The CLI auto-detects the payload format (JSON, fMP4, LOC/MSF binary, text) and renders it accordingly.

  1. Enter the namespace (e.g., ["chat"])
  2. Enter the track name (e.g., "messages")
  3. Select a filter type:
    • LatestObject — start from the latest available object
    • NextGroupStart — wait for the next group boundary
    • AbsoluteStart — start from group 0, object 0
    • AbsoluteRange — specific range of groups/objects
  4. Click Subscribe
SUBSCRIBE (sent) → SUBSCRIBE_OK (received) → objects flow → UNSUBSCRIBE (sent) → PUBLISH_DONE (received)

In draft-17, UNSUBSCRIBE is removed — the subscription lifecycle uses the consolidated request/response pattern with REQUEST_OK / REQUEST_ERROR.
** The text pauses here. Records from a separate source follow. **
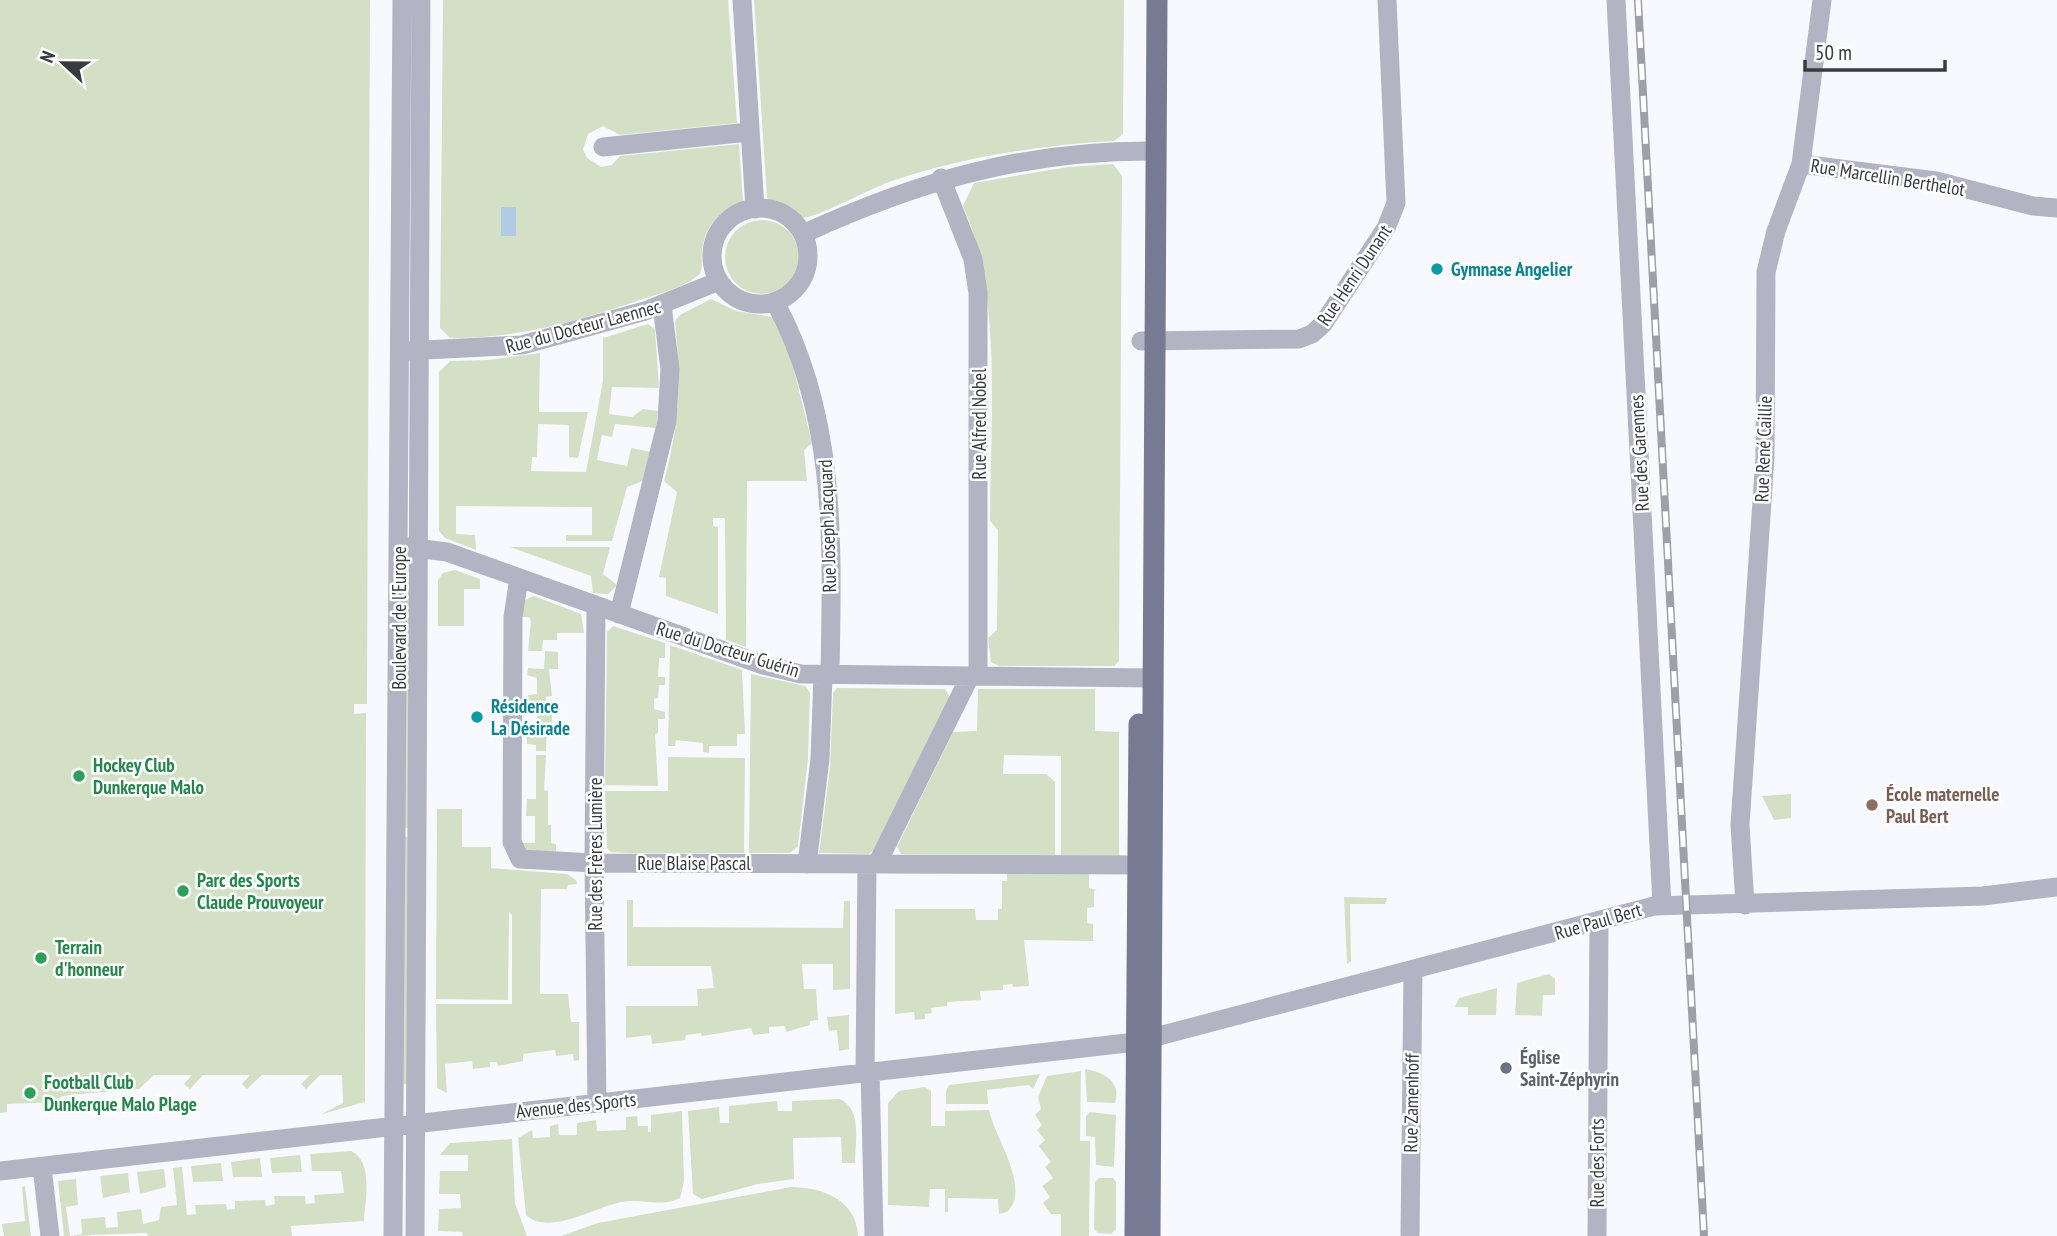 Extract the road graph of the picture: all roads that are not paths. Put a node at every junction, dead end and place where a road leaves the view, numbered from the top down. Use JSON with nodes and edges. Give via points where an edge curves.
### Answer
{"nodes":[{"id":1,"x":402,"y":0,"type":"edge"},
{"id":2,"x":421,"y":0,"type":"edge"},
{"id":3,"x":741,"y":0,"type":"edge"},
{"id":4,"x":1143,"y":0,"type":"edge"},
{"id":5,"x":1157,"y":0,"type":"edge"},
{"id":6,"x":1387,"y":0,"type":"edge"},
{"id":7,"x":1616,"y":0,"type":"edge"},
{"id":8,"x":1822,"y":0,"type":"edge"},
{"id":9,"x":749,"y":132,"type":"junction"},
{"id":10,"x":603,"y":147,"type":"dead end"},
{"id":11,"x":1149,"y":151,"type":"junction"},
{"id":12,"x":1801,"y":164,"type":"junction"},
{"id":13,"x":941,"y":178,"type":"junction"},
{"id":14,"x":2057,"y":208,"type":"edge"},
{"id":15,"x":755,"y":209,"type":"junction"},
{"id":16,"x":803,"y":234,"type":"junction"},
{"id":17,"x":719,"y":281,"type":"junction"},
{"id":18,"x":775,"y":302,"type":"junction"},
{"id":19,"x":662,"y":305,"type":"junction"},
{"id":20,"x":1148,"y":341,"type":"junction"},
{"id":21,"x":410,"y":351,"type":"junction"},
{"id":22,"x":408,"y":547,"type":"junction"},
{"id":23,"x":519,"y":578,"type":"junction"},
{"id":24,"x":596,"y":606,"type":"junction"},
{"id":25,"x":619,"y":614,"type":"junction"},
{"id":26,"x":826,"y":675,"type":"junction"},
{"id":27,"x":974,"y":676,"type":"junction"},
{"id":28,"x":1146,"y":678,"type":"junction"},
{"id":29,"x":594,"y":863,"type":"junction"},
{"id":30,"x":807,"y":864,"type":"junction"},
{"id":31,"x":872,"y":864,"type":"junction"},
{"id":32,"x":1145,"y":865,"type":"junction"},
{"id":33,"x":2057,"y":887,"type":"edge"},
{"id":34,"x":1662,"y":905,"type":"junction"},
{"id":35,"x":1745,"y":905,"type":"junction"},
{"id":36,"x":1599,"y":921,"type":"junction"},
{"id":37,"x":1413,"y":971,"type":"junction"},
{"id":38,"x":1144,"y":1040,"type":"junction"},
{"id":39,"x":868,"y":1072,"type":"junction"},
{"id":40,"x":597,"y":1102,"type":"junction"},
{"id":41,"x":415,"y":1123,"type":"junction"},
{"id":42,"x":395,"y":1126,"type":"junction"},
{"id":43,"x":43,"y":1167,"type":"junction"},
{"id":44,"x":0,"y":1171,"type":"edge"},
{"id":45,"x":50,"y":1236,"type":"edge"},
{"id":46,"x":393,"y":1236,"type":"edge"},
{"id":47,"x":415,"y":1236,"type":"edge"},
{"id":48,"x":874,"y":1236,"type":"edge"},
{"id":49,"x":1135,"y":1236,"type":"edge"},
{"id":50,"x":1150,"y":1236,"type":"edge"},
{"id":51,"x":1410,"y":1236,"type":"edge"},
{"id":52,"x":1597,"y":1236,"type":"edge"}],
"edges":[{"from":1,"to":21,"type":"street","name":"Boulevard de l'Europe"},
{"from":2,"to":21,"type":"street","name":"Boulevard de l'Europe"},
{"from":3,"to":9,"type":"street"},
{"from":4,"to":11,"type":"main road"},
{"from":5,"to":11,"type":"main road"},
{"from":6,"to":20,"type":"street","name":"Rue Henri Dunant","via":[[1396,203],[1387,228],[1327,317],[1312,334],[1299,339]]},
{"from":7,"to":34,"type":"street","name":"Rue des Garennes"},
{"from":8,"to":12,"type":"street","name":"Rue René Caillie"},
{"from":9,"to":10,"type":"street"},
{"from":9,"to":15,"type":"street"},
{"from":11,"to":13,"type":"street","via":[[1062,155]]},
{"from":11,"to":20,"type":"main road"},
{"from":12,"to":14,"type":"street","name":"Rue Marcellin Berthelot","via":[[1936,181]]},
{"from":12,"to":35,"type":"street","name":"Rue René Caillie","via":[[1766,272],[1765,457],[1740,825]]},
{"from":13,"to":16,"type":"street"},
{"from":13,"to":27,"type":"street","name":"Rue Alfred Nobel","via":[[969,248],[978,293]]},
{"from":15,"to":16,"type":"street","via":[[783,214]]},
{"from":15,"to":17,"type":"street","via":[[735,215],[717,235],[712,256]]},
{"from":16,"to":18,"type":"street","via":[[808,257],[805,274],[791,293]]},
{"from":17,"to":18,"type":"street","via":[[747,302]]},
{"from":17,"to":19,"type":"street","name":"Rue du Docteur Laennec"},
{"from":18,"to":26,"type":"street","name":"Rue Joseph Jacquard","via":[[807,372],[823,445],[831,530]]},
{"from":19,"to":21,"type":"street","name":"Rue du Docteur Laennec","via":[[522,345]]},
{"from":19,"to":25,"type":"street","via":[[670,369],[667,421]]},
{"from":20,"to":28,"type":"main road"},
{"from":21,"to":22,"type":"street","name":"Boulevard de l'Europe"},
{"from":22,"to":23,"type":"street","name":"Rue du Docteur Guérin","via":[[447,552]]},
{"from":22,"to":41,"type":"street","name":"Boulevard de l'Europe"},
{"from":22,"to":42,"type":"street","name":"Boulevard de l'Europe"},
{"from":23,"to":24,"type":"street","name":"Rue du Docteur Guérin"},
{"from":23,"to":29,"type":"street","name":"Rue Blaise Pascal","via":[[513,617],[513,850],[527,861]]},
{"from":24,"to":25,"type":"street","name":"Rue du Docteur Guérin"},
{"from":24,"to":29,"type":"street","name":"Rue des Frères Lumière"},
{"from":25,"to":26,"type":"street","name":"Rue du Docteur Guérin","via":[[772,667]]},
{"from":26,"to":27,"type":"street","name":"Rue du Docteur Guérin"},
{"from":26,"to":30,"type":"street","name":"Rue Joseph Jacquard"},
{"from":27,"to":28,"type":"street","name":"Rue du Docteur Guérin"},
{"from":27,"to":31,"type":"street"},
{"from":28,"to":32,"type":"main road"},
{"from":29,"to":30,"type":"street","name":"Rue Blaise Pascal"},
{"from":29,"to":40,"type":"street","name":"Rue des Frères Lumière"},
{"from":30,"to":31,"type":"street","name":"Rue Blaise Pascal"},
{"from":31,"to":32,"type":"street","name":"Rue Blaise Pascal"},
{"from":31,"to":39,"type":"street"},
{"from":32,"to":38,"type":"main road"},
{"from":33,"to":35,"type":"street","name":"Rue Paul Bert","via":[[1983,896]]},
{"from":34,"to":35,"type":"street","name":"Rue Paul Bert"},
{"from":34,"to":36,"type":"street","name":"Rue Paul Bert"},
{"from":36,"to":37,"type":"street","name":"Rue Paul Bert"},
{"from":36,"to":52,"type":"street","name":"Rue des Forts"},
{"from":37,"to":38,"type":"street","name":"Rue Paul Bert"},
{"from":37,"to":51,"type":"street","name":"Rue Zamenhoff"},
{"from":38,"to":39,"type":"street","name":"Avenue des Sports"},
{"from":38,"to":49,"type":"main road"},
{"from":38,"to":50,"type":"main road"},
{"from":39,"to":40,"type":"street","name":"Avenue des Sports"},
{"from":39,"to":48,"type":"street"},
{"from":40,"to":41,"type":"street","name":"Avenue des Sports"},
{"from":41,"to":42,"type":"street","name":"Avenue des Sports"},
{"from":41,"to":47,"type":"street","name":"Boulevard de l'Europe"},
{"from":42,"to":43,"type":"street","name":"Avenue des Sports"},
{"from":42,"to":46,"type":"street","name":"Boulevard de l'Europe"},
{"from":43,"to":44,"type":"street","name":"Avenue des Sports"},
{"from":43,"to":45,"type":"street"}]} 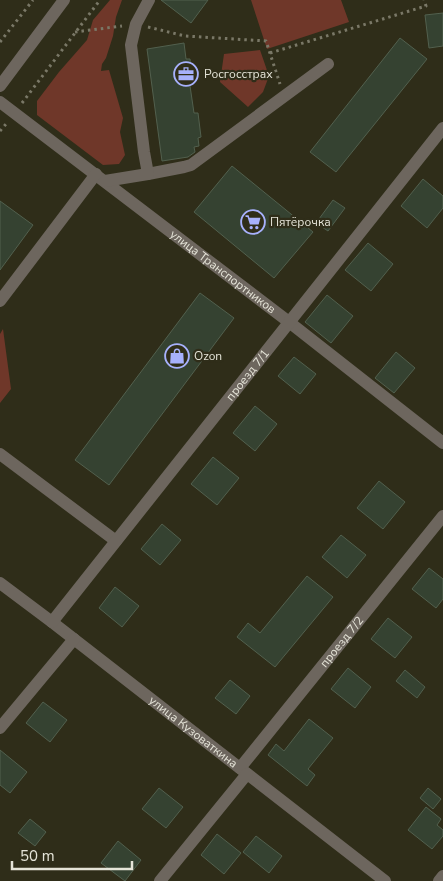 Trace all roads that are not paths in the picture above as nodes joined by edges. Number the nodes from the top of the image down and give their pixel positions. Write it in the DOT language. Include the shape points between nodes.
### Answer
graph roads {
  1 [pos="64,0"];
  2 [pos="149,0"];
  3 [pos="328,64"];
  4 [pos="0,86"];
  5 [pos="0,102"];
  6 [pos="443,128"];
  7 [pos="148,174"];
  8 [pos="100,178"];
  9 [pos="0,301"];
  10 [pos="288,322"];
  11 [pos="443,443"];
  12 [pos="0,454"];
  13 [pos="443,516"];
  14 [pos="116,541"];
  15 [pos="0,583"];
  16 [pos="52,622"];
  17 [pos="74,639"];
  18 [pos="0,728"];
  19 [pos="243,771"];
  20 [pos="443,876"];
  21 [pos="160,881"];
  22 [pos="385,881"];
  23 [pos="439,881"];
  1 -- 4 [label="street"];
  2 -- 7 [label="street" via="136,24 131,45"];
  3 -- 7 [label="street" via="192,165"];
  5 -- 8 [label="street, улица Транспортников"];
  6 -- 10 [label="street, проезд 7/1"];
  7 -- 8 [label="street"];
  8 -- 9 [label="street"];
  8 -- 10 [label="street, улица Транспортников"];
  10 -- 11 [label="street, улица Транспортников"];
  10 -- 14 [label="street, проезд 7/1"];
  12 -- 14 [label="street"];
  13 -- 19 [label="street, проезд 7/2"];
  14 -- 16 [label="street, проезд 7/1"];
  15 -- 16 [label="street, улица Кузоваткина"];
  16 -- 17 [label="street, улица Кузоваткина"];
  17 -- 18 [label="street"];
  17 -- 19 [label="street, улица Кузоваткина"];
  19 -- 21 [label="street, проезд 7/2"];
  19 -- 22 [label="street, улица Кузоваткина"];
  20 -- 23 [label="street"];
}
moqtap shows each state transition in the control message log with timestamps.

Objects arrive on unidirectional QUIC streams (subgroup streams) or datagrams. Each object shows:

  • Group ID and Object ID
  • Subgroup assignment
  • Publisher priority and status
  • Payload — auto-detected as text, JSON, fMP4, or binary

The extension passively decodes subscription messages and object delivery from your application’s WebTransport connections. The DevTools panel shows subscriptions with namespace/track name display, live bitrate, and a stream data viewer with hex and JSON modes.

In the desktop app, click Unsubscribe to end the subscription. The relay responds with PUBLISH_DONE.